Le banche italiane sono tra le meno solide e le meno capitalizzate d’Europa. A dirlo non siamo noi, ma l’Eba, che ha così etichettato gli istituti di credito tricolori come le ultime ruote di un carro creditizio complesso e malfunzionante, e rischia di trascinare il vecchio Continente in una serie di criticità ben più gravi di quelle da tempo riscontrate.
La sentenza dell’Eba non sembra tuttavia essere piaciuta alle banche del Bel Paese, che predispongono attraverso l’Abi una lettera di protesta contro l’Autorità europea, affermando che i metodi di calcolo della solidità patrimoniale non sono efficienti, e sono stati sostanzialmente adottati per favorire le banche francesi e quelle tedesche.
Proprio nei confronti degli istituti di credito di Parigi e di Berlino il raffronto appare impietoso.
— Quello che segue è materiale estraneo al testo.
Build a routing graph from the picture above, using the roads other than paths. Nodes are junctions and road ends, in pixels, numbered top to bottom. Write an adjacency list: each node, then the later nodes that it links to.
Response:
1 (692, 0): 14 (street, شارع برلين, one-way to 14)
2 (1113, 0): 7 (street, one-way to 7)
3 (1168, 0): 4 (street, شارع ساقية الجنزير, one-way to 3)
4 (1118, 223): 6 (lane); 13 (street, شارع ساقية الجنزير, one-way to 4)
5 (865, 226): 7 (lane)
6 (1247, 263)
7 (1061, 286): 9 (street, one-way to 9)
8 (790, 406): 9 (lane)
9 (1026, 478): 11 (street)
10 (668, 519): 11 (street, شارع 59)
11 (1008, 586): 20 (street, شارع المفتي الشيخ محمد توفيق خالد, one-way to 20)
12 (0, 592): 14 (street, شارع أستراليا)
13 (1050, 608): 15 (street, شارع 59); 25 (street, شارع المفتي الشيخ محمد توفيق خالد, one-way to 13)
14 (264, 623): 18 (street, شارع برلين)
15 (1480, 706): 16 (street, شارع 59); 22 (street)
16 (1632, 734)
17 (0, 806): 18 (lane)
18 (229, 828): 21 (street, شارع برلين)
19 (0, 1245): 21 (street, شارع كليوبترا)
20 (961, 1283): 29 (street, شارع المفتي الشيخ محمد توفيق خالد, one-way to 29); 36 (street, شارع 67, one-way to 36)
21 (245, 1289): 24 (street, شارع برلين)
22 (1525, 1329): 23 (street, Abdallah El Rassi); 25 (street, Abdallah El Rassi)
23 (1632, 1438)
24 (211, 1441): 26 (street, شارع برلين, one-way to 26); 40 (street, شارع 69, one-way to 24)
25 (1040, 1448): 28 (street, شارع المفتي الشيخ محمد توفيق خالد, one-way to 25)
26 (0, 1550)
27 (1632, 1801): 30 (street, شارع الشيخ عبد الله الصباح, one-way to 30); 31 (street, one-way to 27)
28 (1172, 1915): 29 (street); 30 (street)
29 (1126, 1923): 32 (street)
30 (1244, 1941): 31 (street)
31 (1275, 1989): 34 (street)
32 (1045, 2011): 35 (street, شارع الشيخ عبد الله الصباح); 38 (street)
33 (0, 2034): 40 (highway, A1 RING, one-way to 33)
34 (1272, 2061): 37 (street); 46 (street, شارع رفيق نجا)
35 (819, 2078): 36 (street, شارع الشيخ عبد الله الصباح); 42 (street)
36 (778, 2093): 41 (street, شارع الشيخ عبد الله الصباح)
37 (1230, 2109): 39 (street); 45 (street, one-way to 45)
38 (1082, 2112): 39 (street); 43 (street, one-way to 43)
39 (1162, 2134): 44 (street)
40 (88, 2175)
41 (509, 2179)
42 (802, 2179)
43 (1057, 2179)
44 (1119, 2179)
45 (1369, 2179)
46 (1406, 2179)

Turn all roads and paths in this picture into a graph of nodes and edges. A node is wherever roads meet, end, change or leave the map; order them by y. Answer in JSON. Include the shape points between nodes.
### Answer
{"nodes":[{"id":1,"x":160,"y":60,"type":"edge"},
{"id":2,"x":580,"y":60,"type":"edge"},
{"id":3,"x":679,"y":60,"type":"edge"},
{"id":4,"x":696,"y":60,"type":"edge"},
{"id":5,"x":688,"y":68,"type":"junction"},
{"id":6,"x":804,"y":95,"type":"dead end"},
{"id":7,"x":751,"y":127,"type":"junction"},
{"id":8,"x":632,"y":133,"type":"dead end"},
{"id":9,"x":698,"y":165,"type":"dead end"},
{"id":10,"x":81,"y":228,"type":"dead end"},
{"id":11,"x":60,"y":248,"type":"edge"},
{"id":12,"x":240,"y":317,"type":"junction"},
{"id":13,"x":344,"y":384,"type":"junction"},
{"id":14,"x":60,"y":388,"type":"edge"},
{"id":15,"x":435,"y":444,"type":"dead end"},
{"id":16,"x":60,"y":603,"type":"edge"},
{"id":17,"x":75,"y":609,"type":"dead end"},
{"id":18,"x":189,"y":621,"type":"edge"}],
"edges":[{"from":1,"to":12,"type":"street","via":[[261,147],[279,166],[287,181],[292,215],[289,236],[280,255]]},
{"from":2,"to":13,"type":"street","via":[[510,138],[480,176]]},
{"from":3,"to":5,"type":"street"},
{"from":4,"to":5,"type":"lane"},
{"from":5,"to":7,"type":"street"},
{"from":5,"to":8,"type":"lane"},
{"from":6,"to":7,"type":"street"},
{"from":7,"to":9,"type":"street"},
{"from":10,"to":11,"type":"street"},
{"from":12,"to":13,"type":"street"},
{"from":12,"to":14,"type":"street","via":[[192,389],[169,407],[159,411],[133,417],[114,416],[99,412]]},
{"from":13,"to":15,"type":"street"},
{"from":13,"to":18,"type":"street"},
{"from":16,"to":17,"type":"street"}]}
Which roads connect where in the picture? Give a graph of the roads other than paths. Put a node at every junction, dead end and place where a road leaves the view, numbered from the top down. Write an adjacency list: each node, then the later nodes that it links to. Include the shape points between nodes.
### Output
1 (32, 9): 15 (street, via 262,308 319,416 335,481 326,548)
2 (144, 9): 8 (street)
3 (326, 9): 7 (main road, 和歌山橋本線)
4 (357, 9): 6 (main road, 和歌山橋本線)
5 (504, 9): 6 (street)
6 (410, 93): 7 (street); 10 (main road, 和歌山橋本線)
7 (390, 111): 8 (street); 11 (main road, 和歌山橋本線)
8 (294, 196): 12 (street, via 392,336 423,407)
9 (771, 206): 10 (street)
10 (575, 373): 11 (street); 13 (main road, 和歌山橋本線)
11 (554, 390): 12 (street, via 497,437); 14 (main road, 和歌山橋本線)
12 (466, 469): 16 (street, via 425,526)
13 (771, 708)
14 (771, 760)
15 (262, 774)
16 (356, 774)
Secondo i calcoli dell’Eba, infatti, le banche italiane avrebbero bisogno di una ulteriore iniezione patrimoniale per quasi 15 miliardi di euro, il doppio di quanto richiesto alle aziende transalpine, e addirittura il triplo di quanto richiesto ai tedeschi.
L’Abi ha quindi due settimane di tempo per proporre una lettera formale con la quale contestare i metodi utilizzati, e dimostrare che gli istituti di credito italiani sono ben più solidi di quanto appare dall’analisi dell’istituzione internazionale. Difficile, ad ogni modo, che possa riuscirci: in un clima di forte incertezza e contestazione sulla posizione italiana, risulta essere particolarmente arduo il mantenimento di una posizione di forza e di affermazione continentale.